Q3 2023 Earnings Conference Call

10/26/2023

spk06: Good afternoon and welcome. This is Mike Andrews, Associate General Counsel and Corporate Secretary of the Boston Beer Company. I'm pleased to kick off our 2023 third quarter earnings call. Joining the call from Boston Beer are Jim Cook, Founder and Chairman, Dave Berwick, our CEO, and Diego Reynoso, our CFO. Before we discuss our business, I'll start with our disclaimer. As we state in our earnings release, some of the information we discuss and that may come up on this call reflects the company's or management's expectations or predictions of the future. Such predictions are forward-looking statements. It's important to note that the company's actual results could differ materially from those projected in these forward-looking statements. Additional information concerning factors that could cause actual results to differ materially from those in the forward-looking statements is contained in the company's most recent 10-Q and 10-K. The company does not undertake to publicly update forward-looking statements, whether as a result of new information, future events, or other I will now pass it over to Jim for some introductory comments.

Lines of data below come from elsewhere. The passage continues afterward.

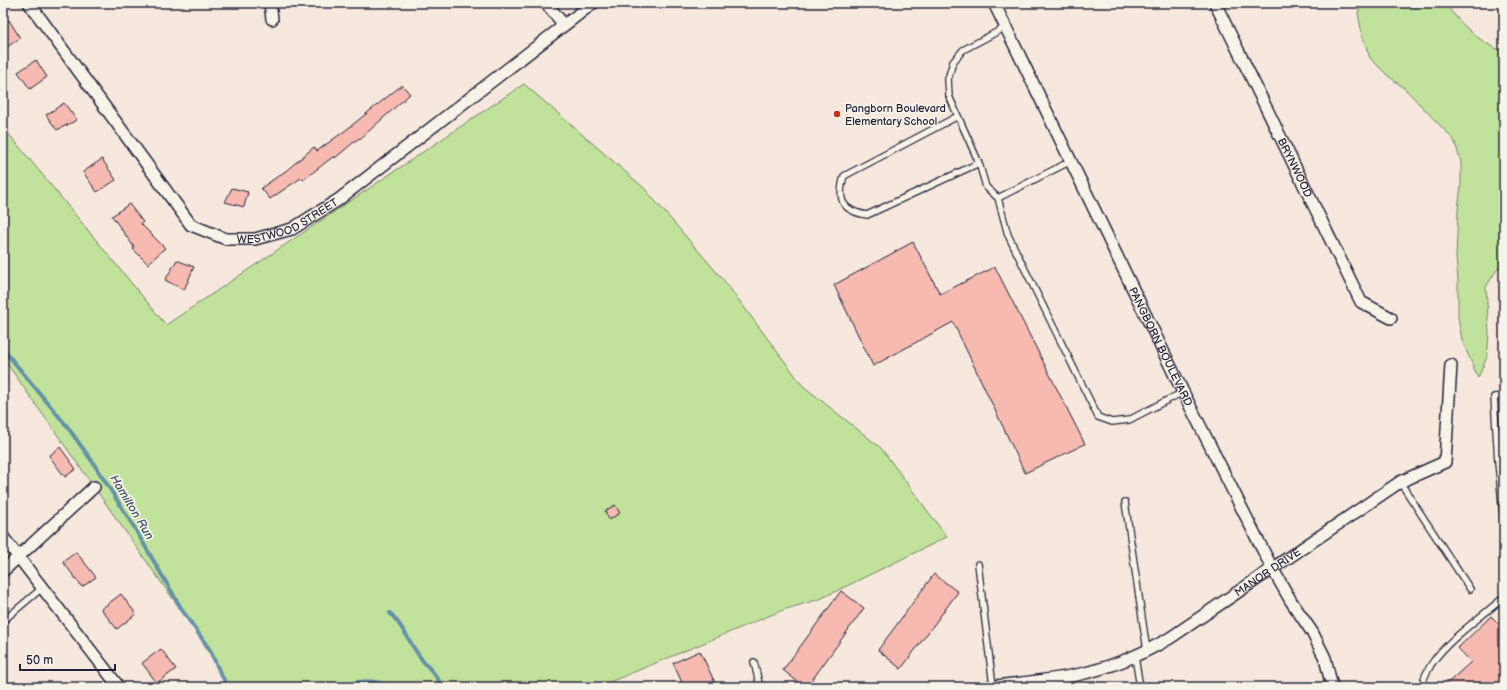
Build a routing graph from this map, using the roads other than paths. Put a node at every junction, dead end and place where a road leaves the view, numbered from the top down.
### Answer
1 (29, 3) edge
2 (270, 3) edge
3 (546, 3) edge
4 (593, 3) edge
5 (994, 3) edge
6 (1215, 3) edge
7 (272, 18) dead end
8 (564, 25) junction
9 (1006, 27) junction
10 (958, 116) junction
11 (1071, 161) junction
12 (979, 163) junction
13 (998, 198) junction
14 (1391, 318) dead end
15 (1451, 365) dead end
16 (1183, 392) junction
17 (1504, 396) edge
18 (1400, 482) junction
19 (94, 487) dead end
20 (1125, 502) dead end
21 (1504, 525) edge
22 (3, 537) edge
23 (18, 557) junction
24 (978, 564) dead end
25 (1272, 568) junction
26 (3, 571) edge
27 (42, 588) junction
28 (1470, 589) dead end
29 (1504, 597) edge
30 (3, 621) edge
31 (1147, 651) junction
32 (1135, 657) junction
33 (754, 662) dead end
34 (119, 687) edge
35 (760, 687) edge
36 (991, 687) edge
37 (1140, 687) edge
38 (1332, 687) edge
39 (1422, 687) edge

1 - 8 street, WESTWOOD STREET
2 - 7 street
3 - 8 street
4 - 8 street, WESTWOOD STREET
5 - 9 street, PANGBORN BOULEVARD
6 - 14 street, BRYNWOOD
9 - 10 lane
9 - 11 street, PANGBORN BOULEVARD
10 - 12 lane
10 - 12 lane
11 - 13 lane
11 - 16 street, PANGBORN BOULEVARD
12 - 13 lane
13 - 16 lane
15 - 18 street, MANOR DRIVE
16 - 25 street, PANGBORN BOULEVARD
17 - 21 lane
18 - 25 street, MANOR DRIVE
18 - 28 lane
19 - 23 street
20 - 31 lane
22 - 23 street
23 - 26 street
23 - 27 street
24 - 36 lane
25 - 31 street, MANOR DRIVE
25 - 38 street, PANGBORN BOULEVARD
27 - 30 lane
27 - 34 street
29 - 39 lane
31 - 32 street, MANOR DRIVE
32 - 36 street, MANOR DRIVE
32 - 37 lane
33 - 35 lane

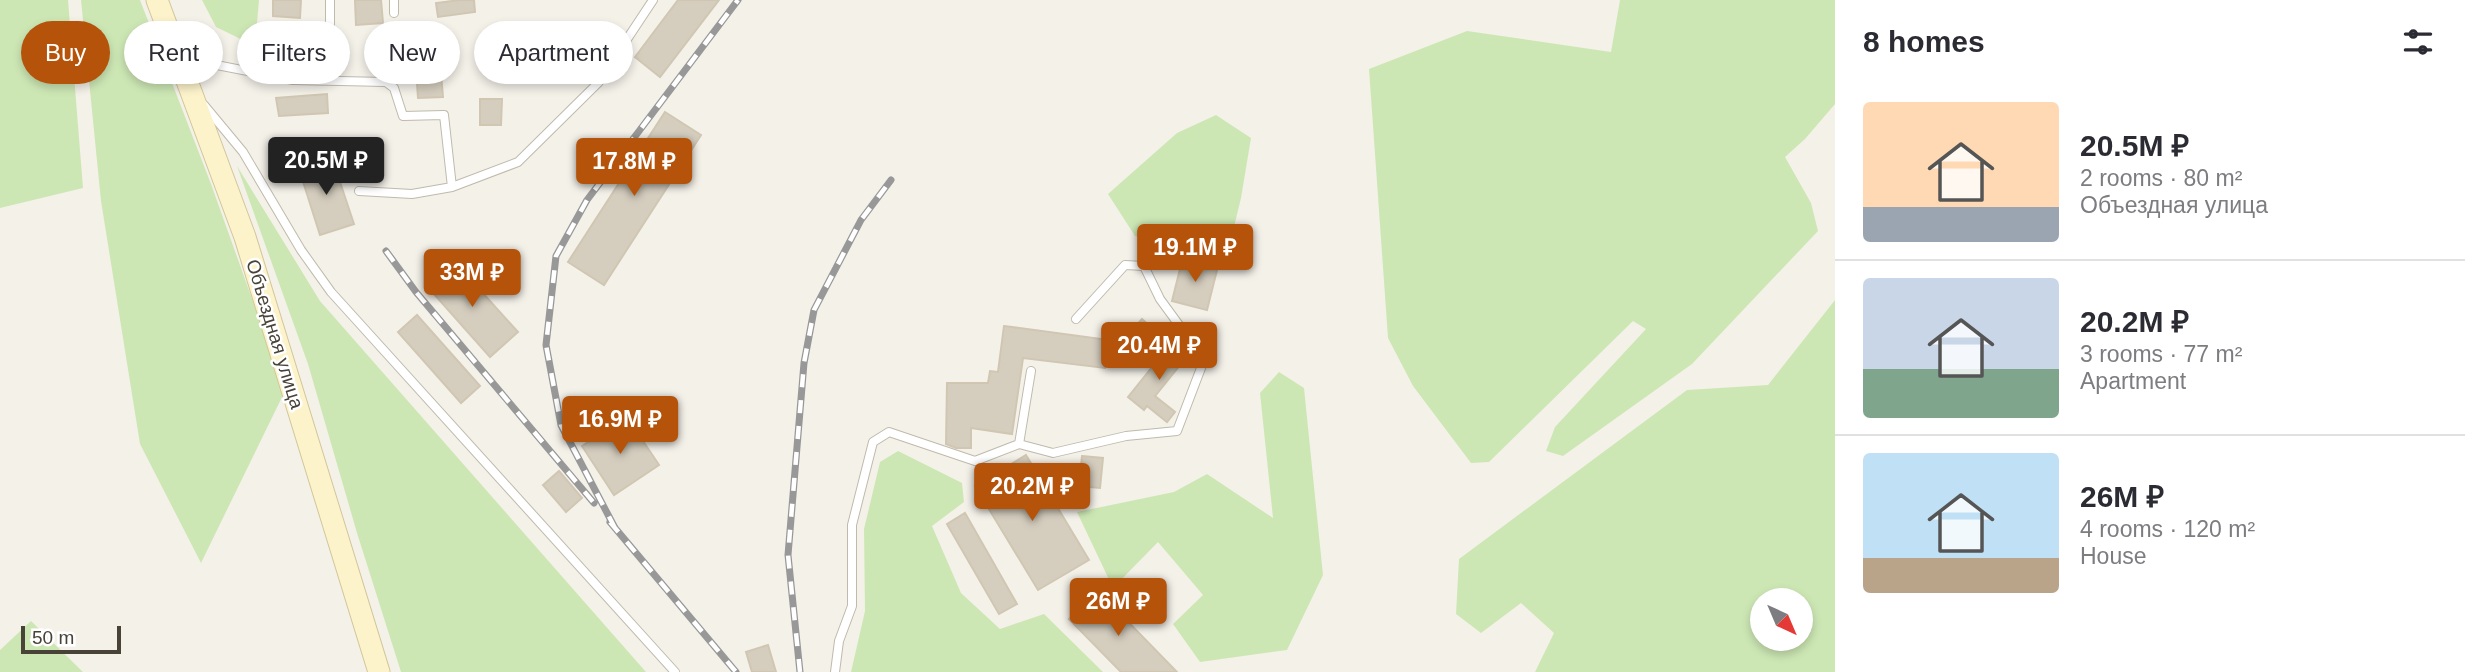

spk02: Thanks, Mike. I'll begin my remarks this afternoon with a few introductory comments and then hand over to Dave, who will provide an overview of our business. Dave will then turn the call over to Diego, who will focus on the financial details of our third quarter results, as well as our outlook for the remainder of 2023. Immediately following Diego's comments, we will open a line for questions. Our third quarter depletion decrease of 6% on a fiscal calendar basis and 3% on a comparable week's basis was in line with our expectations and improved from a decrease of 7% on a comparable week basis in the second quarter. We saw strong performance in our largest brand, Twisted Tea, and we expect its continued success to have a continued impact on our overall growth rates. for the remainder of the year. In measured off-premise channels, Twisted Tea continued its strong dollar growth, up 34%, which was offset primarily by continued declines in Truly Hard Seltzer. We continue to make progress on operational plans to enhance our margin and have delivered gross margin improvement for the last two quarters. Our multi-year initiatives drive execution across more complex business and align our cost structures more closely to volume expectations are progressing well. We continue to believe that the beyond beer category will grow faster than the traditional beer market over the next several years. We plan to continue to invest behind Twisted Tea and Truly Brands while also developing innovation and cross beyond beer categories to drive long-term growth. The operational changes we've made this year will help us continue to drive improvement in our margins, but the pace of that improvement will depend on how the consumer environment plays out and how fast we are able to grow into our capacity. We continue to have a highly cash-generated business with a strong balance sheet which has enabled us to fund incremental investments in our brands and repurchase over $69 million in stock thus far in 2023. Finally, we are thankful to our outstanding coworkers, distributors, and retailers who continue to support our business. I will now pass it over to Dave for a more detailed overview of our business.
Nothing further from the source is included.